Simultaneously, management of khat monocropping can be somewhat improved through implementation of mulching and minimum tillage as well as soil and water conservation to better maintain C and N (Lal 2004). However, khat monocropping may not guarantee stable income owing to sensitivity to diseases and price volatility. Consequently, integration of khat in agroforestry systems is one strategy to counteract impact of climate change and soil degradation while providing food, income, and multiple ecosystem services, also supported by the national adaptation action plan of Ethiopia (Ethiopia, Ministry of Water Resources and Meteorological Agency. 2007).

Generalizability of the findings

The land-use types studied represent a broad range of management systems in terms of the deterioration of SOC and N stocks. Khat is increasing in importance in Ethiopia; 30 to 60% of coffee-growing areas in Ethiopia are anticipated to become unsuitable for coffee by the end of this century because of climate change (Moat et al. 2017) even if adaptation efforts through cultivars, irrigation, and further integration agroforestry may improve the prospects. This, in turn, will likely provide further incentives for the expansion of khat, a crop adapted to broader climatic conditions than coffee (Lemessa 2001; Moat et al. 2017). The impact of khat monocropping in this study, even if crop- and management-specific, is indicative of the effects of perennial cash crop monocropping replacing forests across the tropics.

The magnitude of SOC and N stock changes by forest conversion depends on site properties such as altitude and edaphic and climatic factors (Bruun et al. 2015; Lal et al. 2015) but is also critically dependent on new land use and management (Hughes et al. 2002). For example, the extensive root system of grassland may provide enough C to compensate for the mineralization of native forest C (Yimer et al. 2007).

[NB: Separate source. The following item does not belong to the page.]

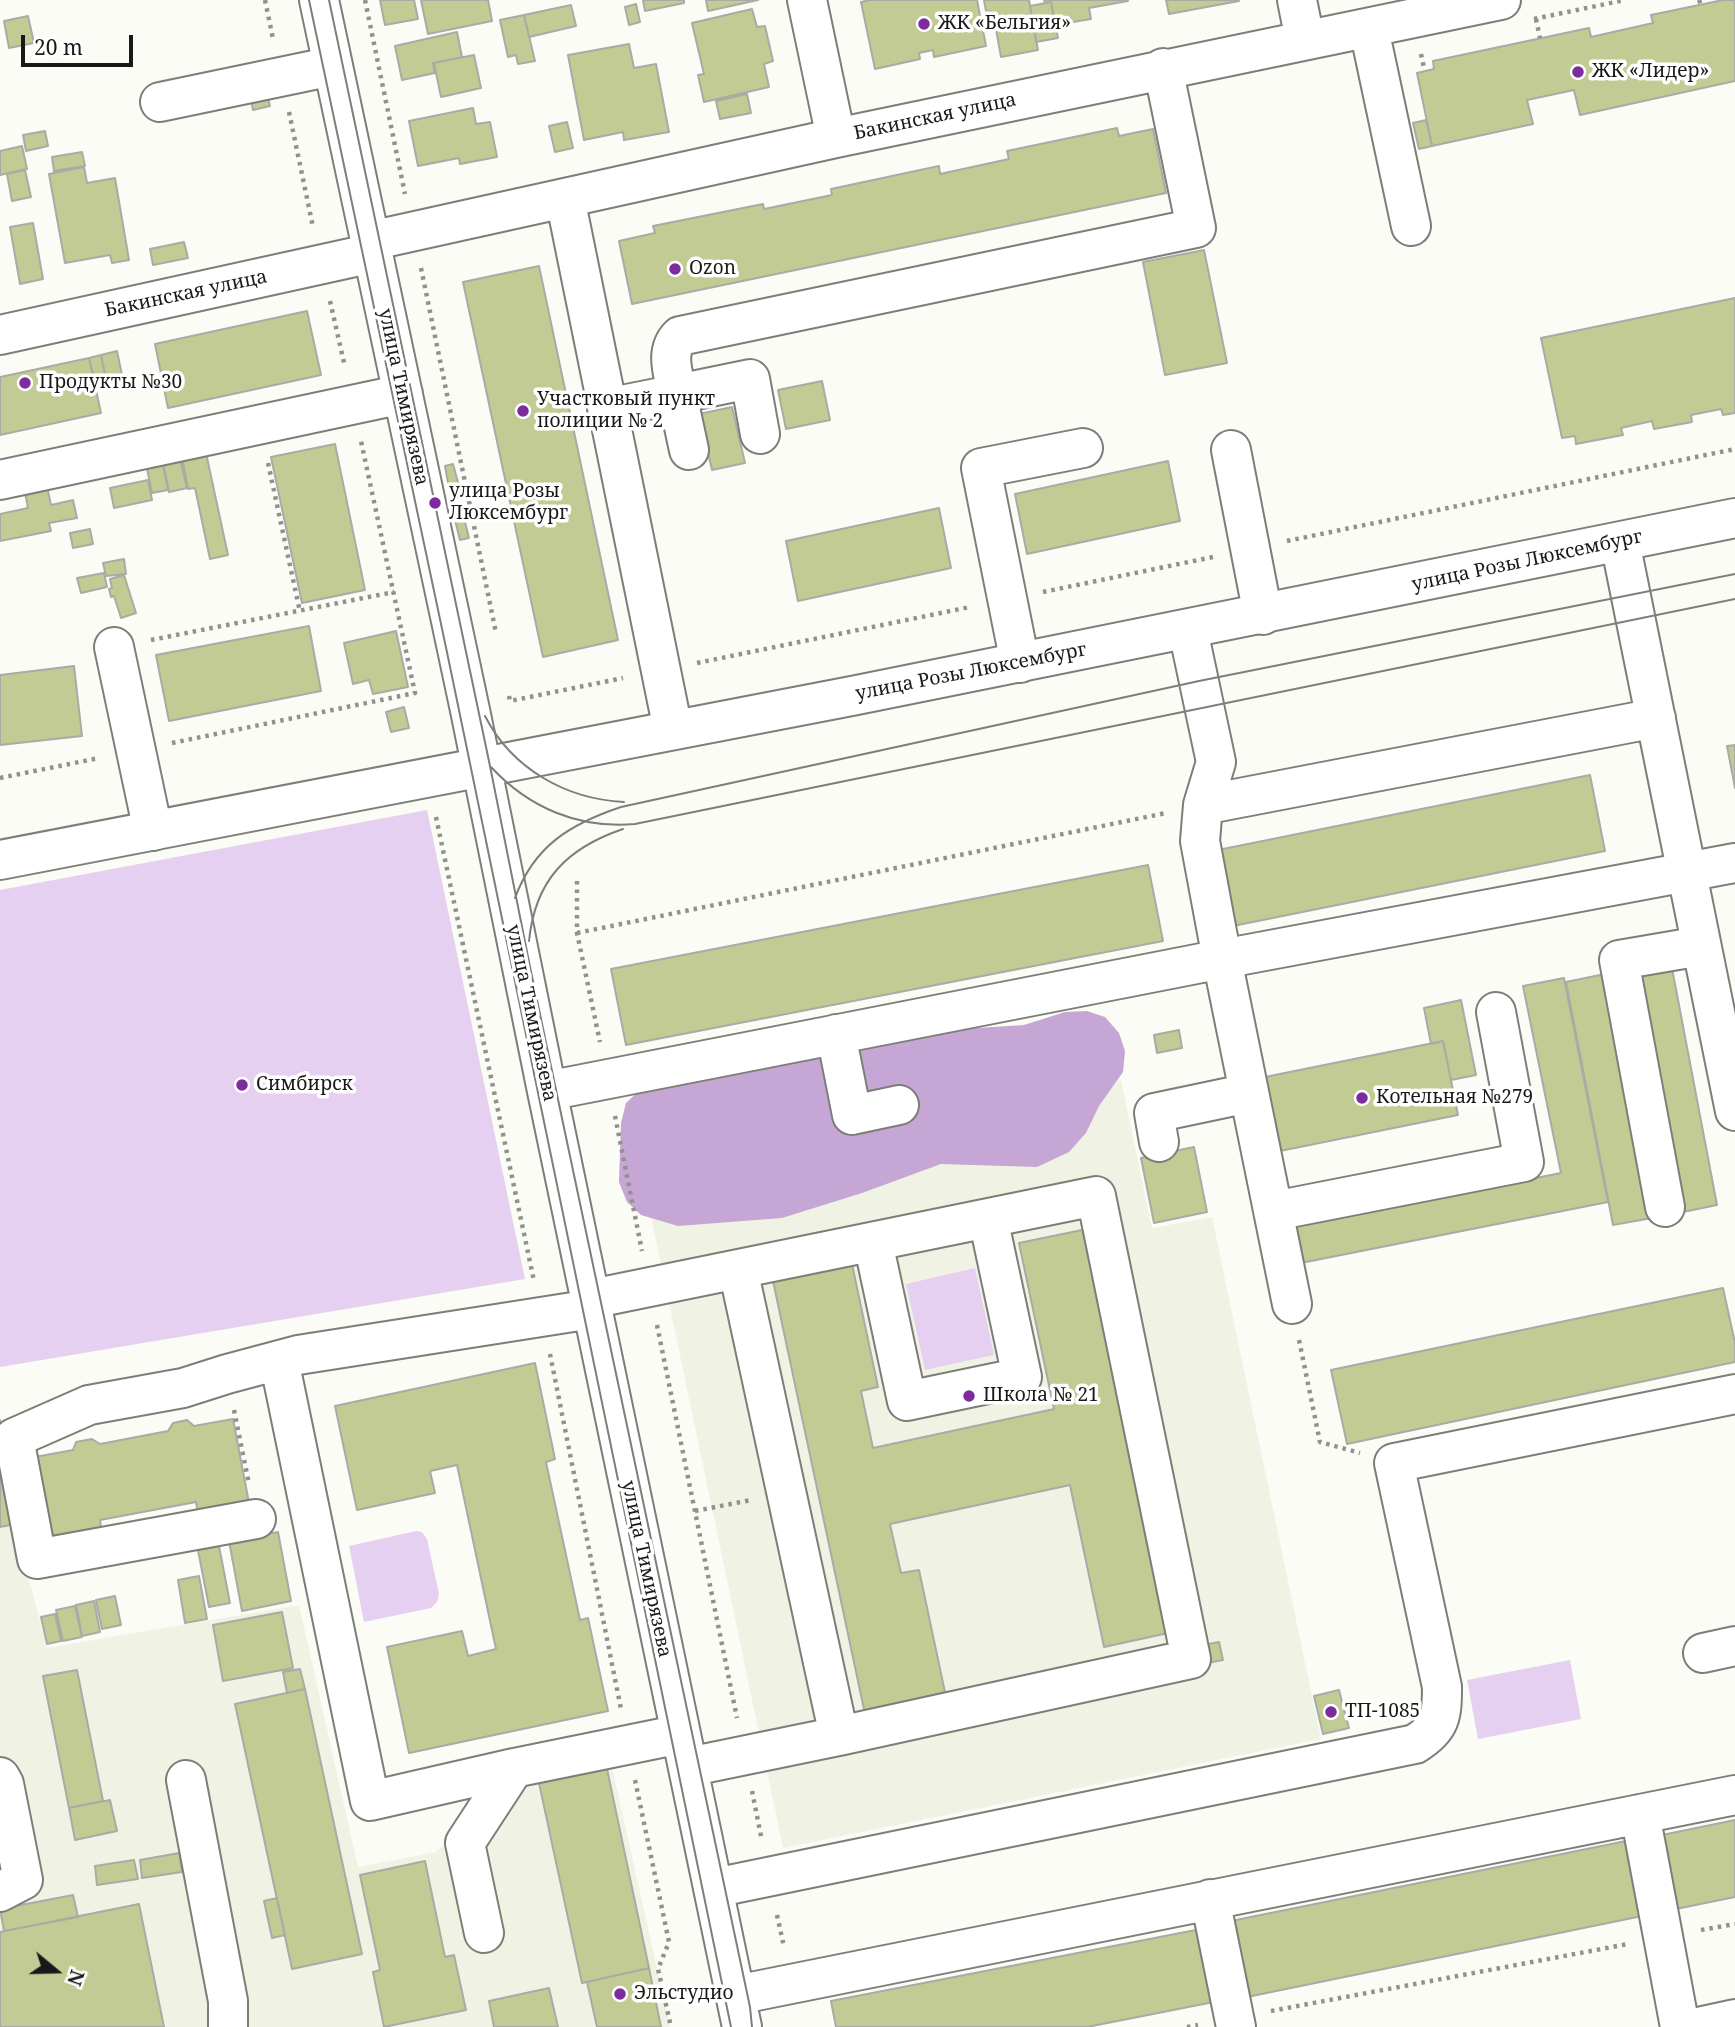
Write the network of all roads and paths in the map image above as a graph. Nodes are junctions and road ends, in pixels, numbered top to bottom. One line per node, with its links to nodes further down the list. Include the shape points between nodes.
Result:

Grassland is not, however, an alternative to cash crops in terms of providing food and income to smallholders. Multistrata agroforestry might include both trees and patches of grassland while providing the opportunity to grow cash crops, such as coffee and khat in Ethiopia.

The degree of change in the SOC and N stocks following forest conversion depends on the duration of post-conversion management practices and thus on the current distance from the new steady state of the post-conversion management (Birch-Thomsen et al. 2007; Fujisaki et al. 2015). The duration of the agroforestry management of the sampled plots in our study varied from 32 to 54 years, whereas the duration of khat monocropping ranged from 15 to 27 years. This difference in duration, even if accounted for by assessing the annual rate of C stock decline, indicates a possible difference in the distance from the steady state between agroforestry and khat monocropping. Therefore, the total difference in SOC and N stock decline between these systems in the current study represents a conservative estimate. Because the measurements of leaf and root litters represent a one-time measurement (even if at a representative time), they indicate relative values of the land uses and are smaller than the modeled total litter accumulation values (Negash and Kanninen 2015) or the values measured for annually accumulated litter (Negash and Starr 2013).

Conclusions

The study showed the importance of promoting agroforestry when forests are converted to agricultural land for production of cash crops. The decline in soil SOC and N stocks under the expansion of khat monocropping, which is many times more rapid than that in agroforestry-based cash cropping, warrants strong measures. Economic incentives such as C payments may mitigate SOC stock losses if the incentives are also targeted to prevent the loss of the current stocks and not only to add stocks, and if the payments are accessible to smallholders. However, it is important to reduce the observed SOC and N stock declines in agroforestry as well. Agroforestry represents an extremely varied system where the properties determine the potential. Further research is therefore required to understand the dynamics that underpin differences in the SOC and N stocks of various agroforestry systems.